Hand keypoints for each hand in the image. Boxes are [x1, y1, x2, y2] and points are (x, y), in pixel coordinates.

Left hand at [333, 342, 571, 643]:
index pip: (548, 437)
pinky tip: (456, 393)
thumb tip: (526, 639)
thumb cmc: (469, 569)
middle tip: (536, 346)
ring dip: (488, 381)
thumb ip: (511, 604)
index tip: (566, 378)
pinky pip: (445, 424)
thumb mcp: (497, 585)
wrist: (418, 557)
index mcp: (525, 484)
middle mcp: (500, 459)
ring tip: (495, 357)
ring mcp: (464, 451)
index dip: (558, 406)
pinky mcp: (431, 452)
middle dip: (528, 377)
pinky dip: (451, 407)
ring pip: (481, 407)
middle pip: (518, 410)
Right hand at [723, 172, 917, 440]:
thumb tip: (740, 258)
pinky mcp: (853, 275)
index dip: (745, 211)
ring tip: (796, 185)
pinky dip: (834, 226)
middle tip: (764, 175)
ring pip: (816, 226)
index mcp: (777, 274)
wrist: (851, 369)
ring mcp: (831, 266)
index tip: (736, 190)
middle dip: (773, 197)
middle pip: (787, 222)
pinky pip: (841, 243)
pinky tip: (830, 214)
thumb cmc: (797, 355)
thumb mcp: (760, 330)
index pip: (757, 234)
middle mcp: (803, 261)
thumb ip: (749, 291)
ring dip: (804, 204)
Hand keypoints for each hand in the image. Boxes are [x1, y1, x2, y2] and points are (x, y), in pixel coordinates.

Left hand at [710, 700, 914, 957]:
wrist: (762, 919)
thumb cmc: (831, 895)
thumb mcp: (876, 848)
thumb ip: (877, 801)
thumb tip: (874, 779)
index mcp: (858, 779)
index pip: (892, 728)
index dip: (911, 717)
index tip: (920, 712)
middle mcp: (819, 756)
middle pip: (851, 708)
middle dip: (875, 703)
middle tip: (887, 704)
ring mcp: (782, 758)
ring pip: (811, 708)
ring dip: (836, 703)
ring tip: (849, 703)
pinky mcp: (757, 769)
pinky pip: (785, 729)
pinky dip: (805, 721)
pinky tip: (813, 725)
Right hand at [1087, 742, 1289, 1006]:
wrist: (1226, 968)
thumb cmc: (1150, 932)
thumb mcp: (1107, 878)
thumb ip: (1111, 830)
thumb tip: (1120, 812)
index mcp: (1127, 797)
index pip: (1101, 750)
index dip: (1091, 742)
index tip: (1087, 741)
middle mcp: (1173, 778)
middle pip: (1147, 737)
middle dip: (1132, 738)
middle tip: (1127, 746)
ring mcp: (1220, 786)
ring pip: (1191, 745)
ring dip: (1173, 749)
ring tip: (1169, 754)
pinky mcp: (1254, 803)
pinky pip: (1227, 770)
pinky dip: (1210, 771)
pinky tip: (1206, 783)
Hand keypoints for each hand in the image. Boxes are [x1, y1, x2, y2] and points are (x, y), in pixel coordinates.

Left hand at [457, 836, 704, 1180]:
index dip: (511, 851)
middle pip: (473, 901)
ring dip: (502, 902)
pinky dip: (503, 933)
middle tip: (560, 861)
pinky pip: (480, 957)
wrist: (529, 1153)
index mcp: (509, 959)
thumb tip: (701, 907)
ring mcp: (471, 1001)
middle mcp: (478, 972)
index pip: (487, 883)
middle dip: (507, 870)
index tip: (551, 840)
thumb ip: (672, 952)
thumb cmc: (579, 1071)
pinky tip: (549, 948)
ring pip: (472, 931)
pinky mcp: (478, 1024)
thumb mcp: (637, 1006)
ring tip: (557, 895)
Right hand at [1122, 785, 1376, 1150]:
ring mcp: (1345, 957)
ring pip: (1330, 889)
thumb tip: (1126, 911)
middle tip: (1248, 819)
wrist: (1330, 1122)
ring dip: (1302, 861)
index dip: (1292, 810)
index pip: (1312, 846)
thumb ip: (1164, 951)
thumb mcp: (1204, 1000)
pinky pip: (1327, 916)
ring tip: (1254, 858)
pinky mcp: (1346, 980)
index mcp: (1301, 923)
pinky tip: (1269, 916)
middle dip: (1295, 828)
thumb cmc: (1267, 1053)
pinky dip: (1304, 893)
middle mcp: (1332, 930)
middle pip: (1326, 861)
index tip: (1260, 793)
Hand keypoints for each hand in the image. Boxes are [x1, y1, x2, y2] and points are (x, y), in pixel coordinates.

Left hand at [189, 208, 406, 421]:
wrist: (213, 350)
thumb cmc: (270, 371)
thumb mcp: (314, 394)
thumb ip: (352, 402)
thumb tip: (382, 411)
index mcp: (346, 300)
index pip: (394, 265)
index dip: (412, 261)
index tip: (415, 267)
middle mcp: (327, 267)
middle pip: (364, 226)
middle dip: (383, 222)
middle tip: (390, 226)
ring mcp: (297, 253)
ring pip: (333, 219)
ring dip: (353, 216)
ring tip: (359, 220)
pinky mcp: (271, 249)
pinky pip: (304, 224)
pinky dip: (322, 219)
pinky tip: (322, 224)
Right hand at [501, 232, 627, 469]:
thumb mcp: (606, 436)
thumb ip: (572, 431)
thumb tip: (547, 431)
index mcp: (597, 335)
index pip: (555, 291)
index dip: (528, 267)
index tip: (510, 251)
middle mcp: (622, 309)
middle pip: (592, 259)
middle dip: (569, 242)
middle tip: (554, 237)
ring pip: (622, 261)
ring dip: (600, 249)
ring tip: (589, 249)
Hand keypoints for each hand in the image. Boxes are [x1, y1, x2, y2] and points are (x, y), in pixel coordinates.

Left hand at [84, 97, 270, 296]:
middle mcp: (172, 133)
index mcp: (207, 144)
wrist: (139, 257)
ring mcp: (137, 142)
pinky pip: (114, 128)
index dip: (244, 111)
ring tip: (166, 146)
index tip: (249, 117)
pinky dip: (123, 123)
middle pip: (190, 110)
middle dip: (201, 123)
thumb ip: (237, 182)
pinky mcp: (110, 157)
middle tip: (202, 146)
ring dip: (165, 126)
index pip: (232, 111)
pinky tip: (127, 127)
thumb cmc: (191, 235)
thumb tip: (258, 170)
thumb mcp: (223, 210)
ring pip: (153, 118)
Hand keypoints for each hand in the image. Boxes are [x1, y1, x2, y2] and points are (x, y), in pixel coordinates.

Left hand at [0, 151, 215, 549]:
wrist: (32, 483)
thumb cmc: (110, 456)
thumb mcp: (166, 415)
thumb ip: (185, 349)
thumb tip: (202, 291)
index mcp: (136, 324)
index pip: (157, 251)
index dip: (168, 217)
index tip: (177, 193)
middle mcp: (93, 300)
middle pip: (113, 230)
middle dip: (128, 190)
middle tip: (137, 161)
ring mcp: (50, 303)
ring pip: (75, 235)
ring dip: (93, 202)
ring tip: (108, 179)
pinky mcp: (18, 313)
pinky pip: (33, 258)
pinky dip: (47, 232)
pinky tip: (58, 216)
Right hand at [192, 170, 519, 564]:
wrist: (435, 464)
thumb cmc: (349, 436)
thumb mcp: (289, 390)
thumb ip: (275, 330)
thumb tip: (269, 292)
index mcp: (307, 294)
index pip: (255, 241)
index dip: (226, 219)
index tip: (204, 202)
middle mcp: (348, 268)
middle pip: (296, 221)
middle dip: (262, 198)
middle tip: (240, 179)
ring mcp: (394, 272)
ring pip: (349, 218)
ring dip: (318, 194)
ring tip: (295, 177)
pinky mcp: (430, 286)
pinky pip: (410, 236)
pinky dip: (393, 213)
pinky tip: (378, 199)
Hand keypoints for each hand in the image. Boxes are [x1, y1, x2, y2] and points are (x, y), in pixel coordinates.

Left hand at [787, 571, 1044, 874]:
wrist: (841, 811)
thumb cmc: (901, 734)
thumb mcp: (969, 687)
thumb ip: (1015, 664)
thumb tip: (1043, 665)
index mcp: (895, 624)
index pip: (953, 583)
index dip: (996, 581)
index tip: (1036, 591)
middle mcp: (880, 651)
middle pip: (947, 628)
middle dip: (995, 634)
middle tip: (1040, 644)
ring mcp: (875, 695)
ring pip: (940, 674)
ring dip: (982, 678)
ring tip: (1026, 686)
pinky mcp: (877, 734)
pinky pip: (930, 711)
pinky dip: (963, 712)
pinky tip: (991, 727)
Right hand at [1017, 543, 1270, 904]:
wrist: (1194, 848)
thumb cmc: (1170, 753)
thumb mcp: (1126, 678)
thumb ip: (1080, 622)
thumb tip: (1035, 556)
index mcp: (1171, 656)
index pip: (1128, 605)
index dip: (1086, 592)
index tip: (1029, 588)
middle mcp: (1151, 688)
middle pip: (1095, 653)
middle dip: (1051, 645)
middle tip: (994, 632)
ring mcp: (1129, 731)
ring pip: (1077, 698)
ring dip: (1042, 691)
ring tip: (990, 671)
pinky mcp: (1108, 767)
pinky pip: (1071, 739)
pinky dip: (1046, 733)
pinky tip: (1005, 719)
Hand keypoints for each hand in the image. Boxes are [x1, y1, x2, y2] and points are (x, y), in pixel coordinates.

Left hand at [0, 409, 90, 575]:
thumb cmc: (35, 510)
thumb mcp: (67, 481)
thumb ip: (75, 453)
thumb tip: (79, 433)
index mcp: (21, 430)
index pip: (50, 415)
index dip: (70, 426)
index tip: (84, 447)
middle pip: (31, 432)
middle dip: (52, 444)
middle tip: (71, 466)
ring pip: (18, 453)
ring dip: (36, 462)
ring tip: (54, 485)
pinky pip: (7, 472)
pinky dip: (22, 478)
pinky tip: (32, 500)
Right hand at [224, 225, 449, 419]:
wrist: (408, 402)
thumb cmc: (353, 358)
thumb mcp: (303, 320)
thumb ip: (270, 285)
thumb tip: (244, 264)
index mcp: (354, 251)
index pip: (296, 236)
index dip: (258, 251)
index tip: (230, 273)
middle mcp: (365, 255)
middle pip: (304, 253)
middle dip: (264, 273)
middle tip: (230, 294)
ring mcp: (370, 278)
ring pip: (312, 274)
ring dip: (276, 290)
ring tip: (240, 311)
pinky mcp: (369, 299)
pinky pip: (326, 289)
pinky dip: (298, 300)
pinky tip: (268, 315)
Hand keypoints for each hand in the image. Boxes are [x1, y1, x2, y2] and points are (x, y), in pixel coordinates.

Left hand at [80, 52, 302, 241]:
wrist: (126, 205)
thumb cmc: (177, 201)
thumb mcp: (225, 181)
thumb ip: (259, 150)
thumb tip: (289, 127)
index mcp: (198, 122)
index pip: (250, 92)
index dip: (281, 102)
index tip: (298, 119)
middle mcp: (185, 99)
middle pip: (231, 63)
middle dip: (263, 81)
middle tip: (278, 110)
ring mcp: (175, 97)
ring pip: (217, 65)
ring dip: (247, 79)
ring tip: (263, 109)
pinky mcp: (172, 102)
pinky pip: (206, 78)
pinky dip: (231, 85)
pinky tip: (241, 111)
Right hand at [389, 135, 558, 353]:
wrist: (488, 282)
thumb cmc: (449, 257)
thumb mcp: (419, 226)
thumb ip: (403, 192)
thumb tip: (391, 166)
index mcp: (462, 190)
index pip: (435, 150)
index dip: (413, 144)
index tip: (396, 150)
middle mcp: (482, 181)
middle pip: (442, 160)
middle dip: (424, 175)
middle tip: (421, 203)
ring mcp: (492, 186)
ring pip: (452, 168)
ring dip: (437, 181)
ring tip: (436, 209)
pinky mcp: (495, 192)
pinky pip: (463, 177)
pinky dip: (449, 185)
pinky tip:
■ ■ ■ ■ ■
[Requirement]: Pull out the lines above in which the word "Left" appears.

[Answer below]:
Left hand at [333, 342, 571, 643]:
Left hand at [710, 700, 914, 957]:
Left hand at [457, 836, 704, 1180]:
Left hand at [189, 208, 406, 421]:
Left hand at [84, 97, 270, 296]:
Left hand at [0, 151, 215, 549]:
Left hand at [787, 571, 1044, 874]:
Left hand at [0, 409, 90, 575]:
Left hand at [80, 52, 302, 241]:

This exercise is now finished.